Olympiacos raubt madrid die krone – richter-sturm tobt

Es ist 22:37 Uhr in Berlin, die Uhr tickt noch nicht einmal eine Minute nach dem Schlusspfiff, da liegt der Twitter-Raum schon in Schutt und Asche. Die Berserkers RMCF, das Herz der Ultras, sprechen Klartext: Diese EuroLeague haben wir nicht verloren. Sie wurde uns gestohlen.

82 Sekunden, drei pfiffe – und eine explosion

Croatia, Germany, Latvia: Sreten Radović, Robert Lottermoser, Olegs Latiševs. Drei Namen, die in Madrid jetzt wie Flüche klingen. Im Zeitraum von 82 Sekunden fielen drei Entscheidungen, die das Finale 92:85 nach Piräus kippen. Campazzo foult? Andrés Feliz foult? Jeder Fernsehzuschauer, jeder Reporter, selbst die neutralen Kommentatoren im Eurosport-Studio schütteln den Kopf. Die Bilder lügen nicht. Die Zahlen schon gar nicht.

Null Freiwürfe für Real in der ersten Halbzeit. Sieben Fouls gegen Olympiakos in 20 Minuten. Fünfzehn (!) Freiwürfe für die Griechen im letzten Viertel. Mario Hezonja bekommt Schritte angepfiffen, Chuma Okeke drei Sekunden im Korb. Jeder Check der Analysten, jede Slow-Motion zeigt dieselbe Farce. Der Olympiakos, das muss man fairerweise sagen, spielte groß auf. Doch er hätte auch ohne Schützenhilfe gewinnen können.

„Alles war verknotet und fest verknotet“

„Alles war verknotet und fest verknotet“

Die Berserkers legen ein Manifest vor, das klingt wie eine Kampfansage. Kein emotionaler Ausrutscher, kein Hooligan-Gebrüll – messerscharfe Argumente. „Unser Team hat alles gegeben unter den schlimmsten Bedingungen. Es hat mit Stolz und Ehre gekämpft, sein Leben für jeden Ball riskiert, aber die Schiedsrichter haben uns den Sieg verweigert.“ Charly Santos, Stimme der Fanszene, ergänzt im Onda Cero-Interview: „Olympiakos brauchte diese Schützenhilfe nicht, um zu gewinnen.“

Der Vorwurf ist nicht neu. Schon im Januar 2026 hatten die Peñas den Klub angefleht, die NBA-Europe-Pläne zu stoppen. „Ein Fehler“, hieß es damals. Jetzt, nach dem bittersten Finale seit 1995, fühlt sich jeder Vorschlaghammer gegen die EuroLeague wie eine patriotische Pflicht.
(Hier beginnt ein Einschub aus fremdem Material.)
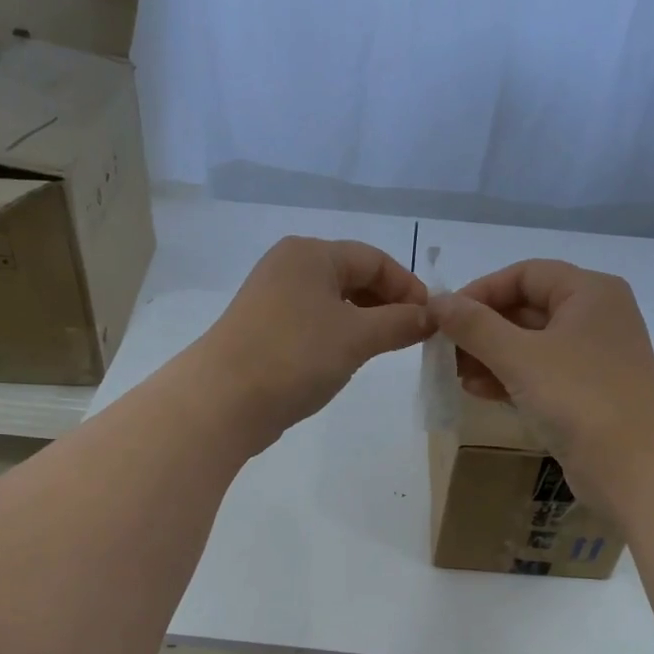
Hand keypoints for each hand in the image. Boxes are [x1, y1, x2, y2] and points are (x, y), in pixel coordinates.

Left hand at [194, 236, 431, 449]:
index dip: (408, 286)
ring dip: (363, 322)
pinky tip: (346, 360)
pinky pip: (312, 325)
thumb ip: (399, 323)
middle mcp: (289, 267)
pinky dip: (337, 337)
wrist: (223, 400)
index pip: (374, 258)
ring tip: (384, 350)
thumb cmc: (295, 356)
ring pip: (332, 303)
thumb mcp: (357, 337)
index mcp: (311, 253)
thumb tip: (430, 317)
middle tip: (411, 337)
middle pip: (352, 277)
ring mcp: (271, 300)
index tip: (431, 320)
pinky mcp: (263, 331)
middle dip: (386, 304)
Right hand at [427, 259, 653, 508]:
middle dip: (482, 329)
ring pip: (530, 345)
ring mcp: (593, 357)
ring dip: (490, 356)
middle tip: (444, 351)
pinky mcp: (587, 393)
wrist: (634, 467)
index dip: (481, 291)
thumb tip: (436, 301)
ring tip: (455, 375)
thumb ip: (474, 326)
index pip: (525, 274)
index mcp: (589, 292)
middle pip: (527, 308)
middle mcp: (595, 317)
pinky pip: (540, 374)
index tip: (444, 318)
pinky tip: (478, 392)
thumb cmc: (578, 398)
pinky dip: (509, 378)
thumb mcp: (519, 357)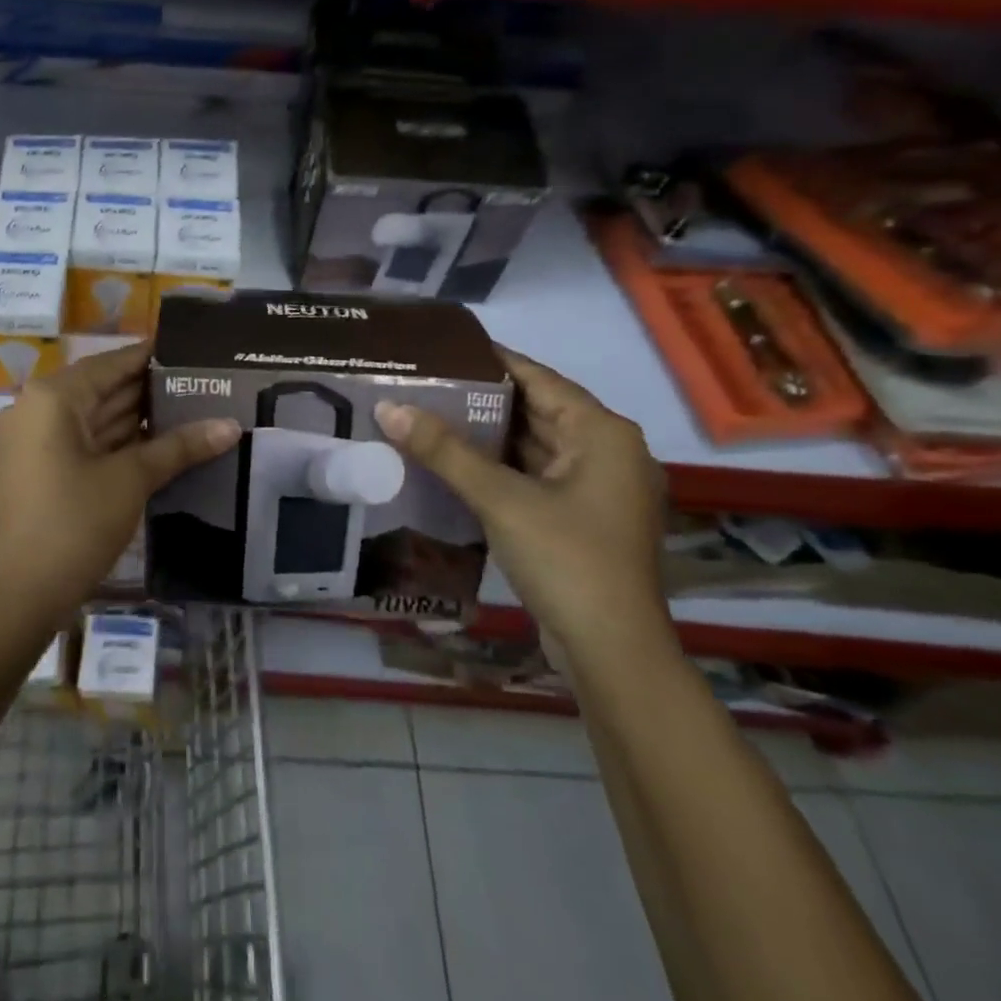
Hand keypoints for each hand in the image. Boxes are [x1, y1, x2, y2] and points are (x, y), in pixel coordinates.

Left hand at [0, 341, 239, 624]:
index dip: (153, 357)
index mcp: (53, 397)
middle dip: (150, 391)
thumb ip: (180, 447)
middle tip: (203, 384)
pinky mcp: (35, 467)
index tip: (193, 352)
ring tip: (191, 409)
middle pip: (101, 389)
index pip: (111, 364)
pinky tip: (158, 443)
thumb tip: (233, 426)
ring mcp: (31, 439)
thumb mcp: (132, 479)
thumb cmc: (76, 524)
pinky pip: (81, 441)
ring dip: (136, 419)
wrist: (22, 593)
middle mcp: (35, 408)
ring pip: (93, 417)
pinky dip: (116, 442)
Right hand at [372, 348, 672, 672]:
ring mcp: (599, 490)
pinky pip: (535, 476)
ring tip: (430, 415)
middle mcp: (609, 453)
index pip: (540, 378)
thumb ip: (444, 450)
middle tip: (426, 383)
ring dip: (489, 436)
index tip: (444, 347)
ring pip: (535, 447)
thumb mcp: (500, 498)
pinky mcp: (583, 519)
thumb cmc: (566, 559)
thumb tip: (388, 407)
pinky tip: (456, 464)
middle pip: (538, 411)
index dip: (493, 360)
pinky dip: (500, 468)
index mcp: (603, 434)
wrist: (612, 652)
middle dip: (483, 399)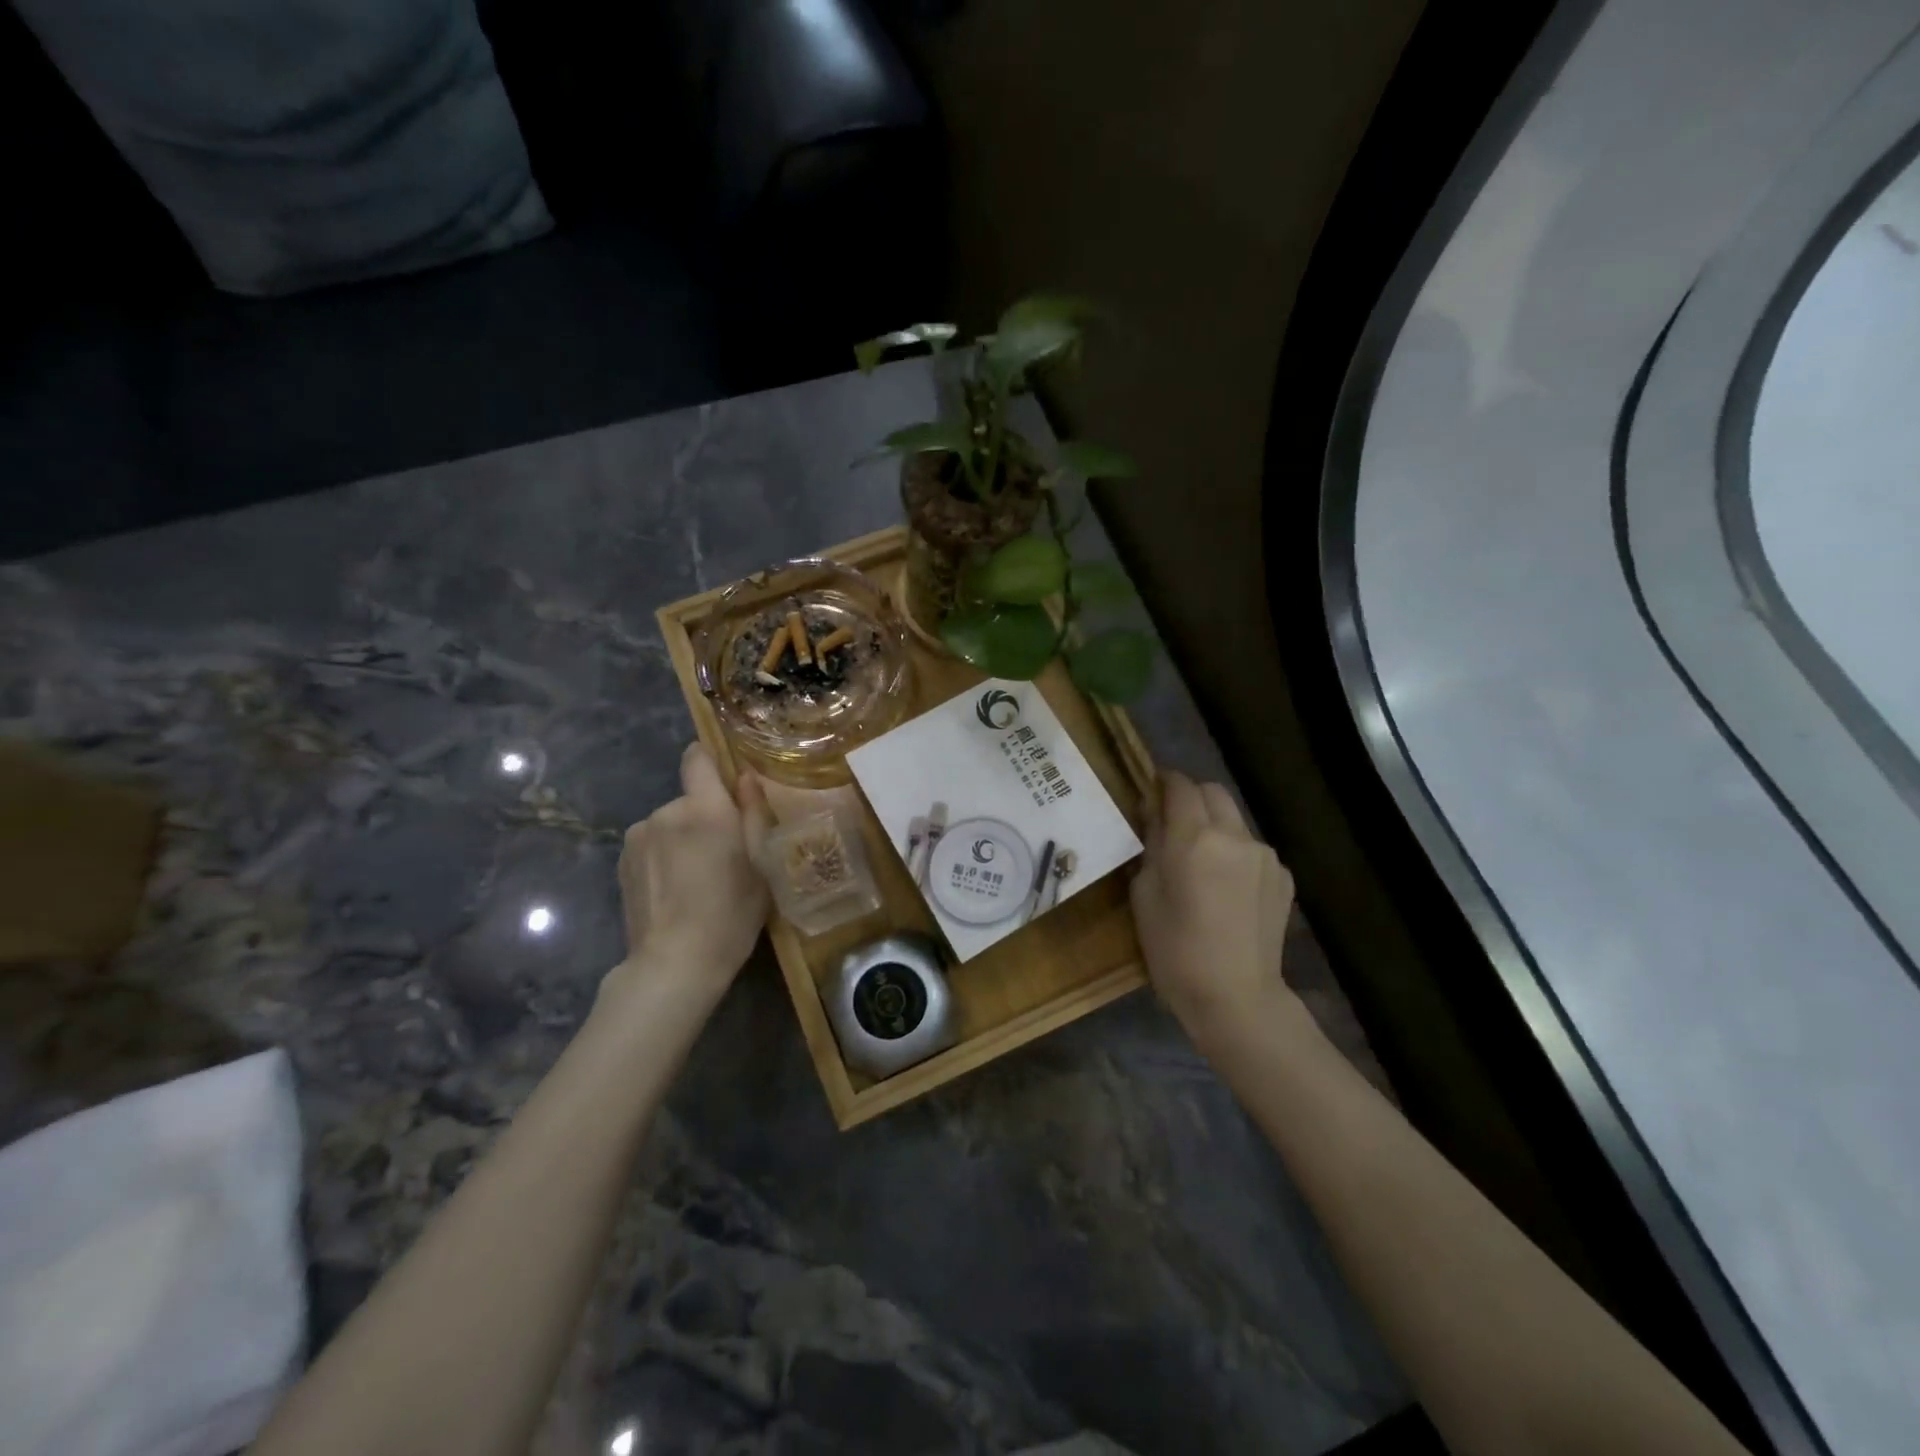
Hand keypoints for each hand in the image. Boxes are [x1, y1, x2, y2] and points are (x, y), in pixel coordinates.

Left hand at [610, 743, 771, 991]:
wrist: (675, 964)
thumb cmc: (731, 913)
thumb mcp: (762, 864)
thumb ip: (755, 813)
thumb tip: (746, 777)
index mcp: (704, 808)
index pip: (697, 757)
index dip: (712, 761)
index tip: (728, 783)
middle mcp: (665, 812)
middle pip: (690, 799)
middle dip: (707, 817)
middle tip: (725, 855)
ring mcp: (638, 836)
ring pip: (670, 824)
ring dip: (684, 839)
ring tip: (698, 878)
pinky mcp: (621, 861)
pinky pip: (652, 844)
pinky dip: (664, 857)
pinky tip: (675, 890)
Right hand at [1130, 771, 1296, 1039]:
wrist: (1236, 997)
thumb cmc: (1174, 950)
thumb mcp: (1144, 894)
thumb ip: (1151, 845)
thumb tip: (1156, 815)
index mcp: (1194, 838)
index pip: (1180, 786)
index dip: (1164, 782)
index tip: (1152, 790)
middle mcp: (1235, 835)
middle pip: (1213, 792)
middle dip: (1191, 798)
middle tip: (1172, 822)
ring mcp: (1265, 855)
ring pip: (1234, 821)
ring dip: (1215, 827)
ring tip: (1201, 862)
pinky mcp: (1283, 877)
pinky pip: (1251, 850)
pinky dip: (1235, 855)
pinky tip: (1226, 889)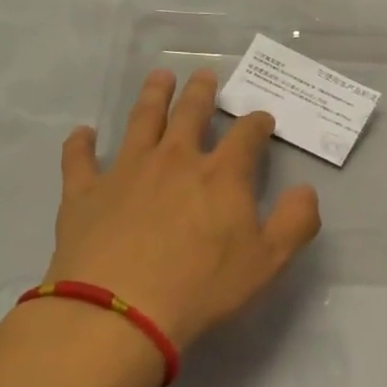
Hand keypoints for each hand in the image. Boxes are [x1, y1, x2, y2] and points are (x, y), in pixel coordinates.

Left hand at [44, 68, 320, 351]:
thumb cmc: (201, 288)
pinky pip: (80, 158)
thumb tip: (306, 190)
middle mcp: (175, 159)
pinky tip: (83, 133)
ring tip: (159, 77)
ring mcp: (126, 171)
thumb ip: (296, 222)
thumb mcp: (268, 262)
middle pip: (189, 113)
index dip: (257, 123)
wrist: (120, 311)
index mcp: (221, 174)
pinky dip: (81, 143)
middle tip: (204, 75)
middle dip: (200, 92)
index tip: (262, 119)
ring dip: (152, 96)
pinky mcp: (85, 192)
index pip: (246, 135)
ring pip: (141, 121)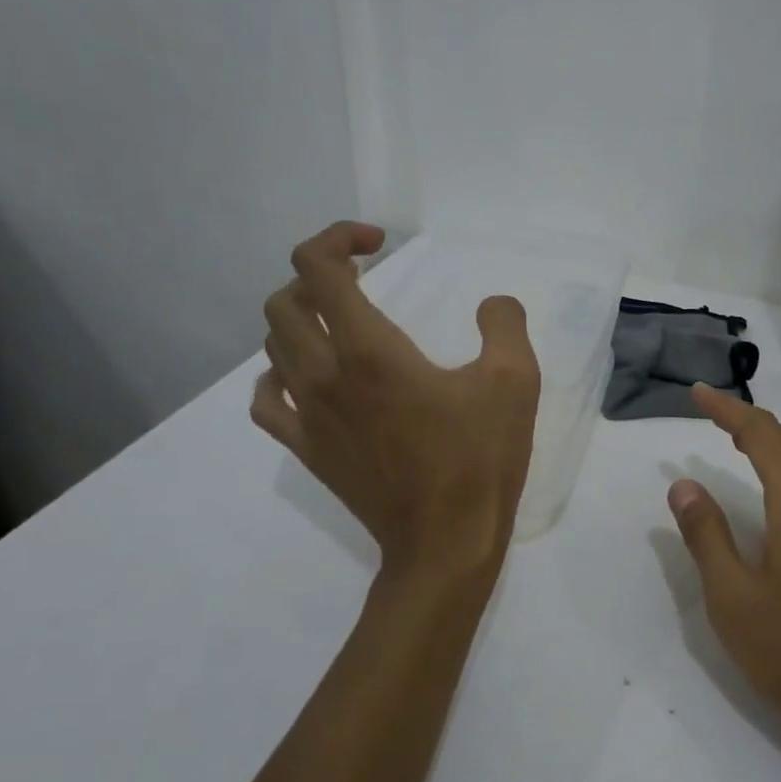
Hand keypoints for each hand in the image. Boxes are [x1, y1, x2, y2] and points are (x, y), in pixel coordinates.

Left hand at [253, 222, 541, 577]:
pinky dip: (278, 374)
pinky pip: (266, 398)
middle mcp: (324, 374)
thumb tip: (493, 304)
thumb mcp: (514, 383)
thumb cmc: (479, 460)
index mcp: (369, 350)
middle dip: (318, 276)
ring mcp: (307, 415)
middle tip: (363, 283)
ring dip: (301, 319)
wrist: (444, 543)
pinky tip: (307, 378)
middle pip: (283, 300)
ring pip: (273, 344)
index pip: (317, 268)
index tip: (377, 244)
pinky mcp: (306, 449)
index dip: (338, 238)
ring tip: (342, 325)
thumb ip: (504, 325)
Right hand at [668, 385, 780, 753]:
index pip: (762, 437)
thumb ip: (706, 535)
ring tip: (736, 442)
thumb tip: (683, 485)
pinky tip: (772, 497)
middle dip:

Eine nacht, in der die scham größer ist als die trauer

Eine nacht, in der die scham größer ist als die trauer

Um 01:15 Uhr verlässt Sergio Llull mit kaputten Rippen und zerschossenem Knie die Arena. Er sagt kein Wort, seine Augen sprechen Bände. Pablo Laso steht fünf Minuten später vor der Presse, das Mikro zittert in seiner Hand. „Ich werde keine Strafe riskieren, aber jeder hier hat gesehen, was geschehen ist.“

In den sozialen Netzwerken tobt der Sturm. #EuroleagueRobbery trendet weltweit auf Platz eins, die Hashtags #RoboDeLiga und #JusticiaBlanca mischen sich dazu. Die Zuschauerzahlen sprechen eine eigene Sprache: 3,2 Millionen Live-Zuschauer in Spanien, ein Rekord. Die Quote klettert in der Schlussminute auf 4,1 Millionen – und bricht dann abrupt ab, als sich die Real-Fans in kollektivem Schweigen verlieren.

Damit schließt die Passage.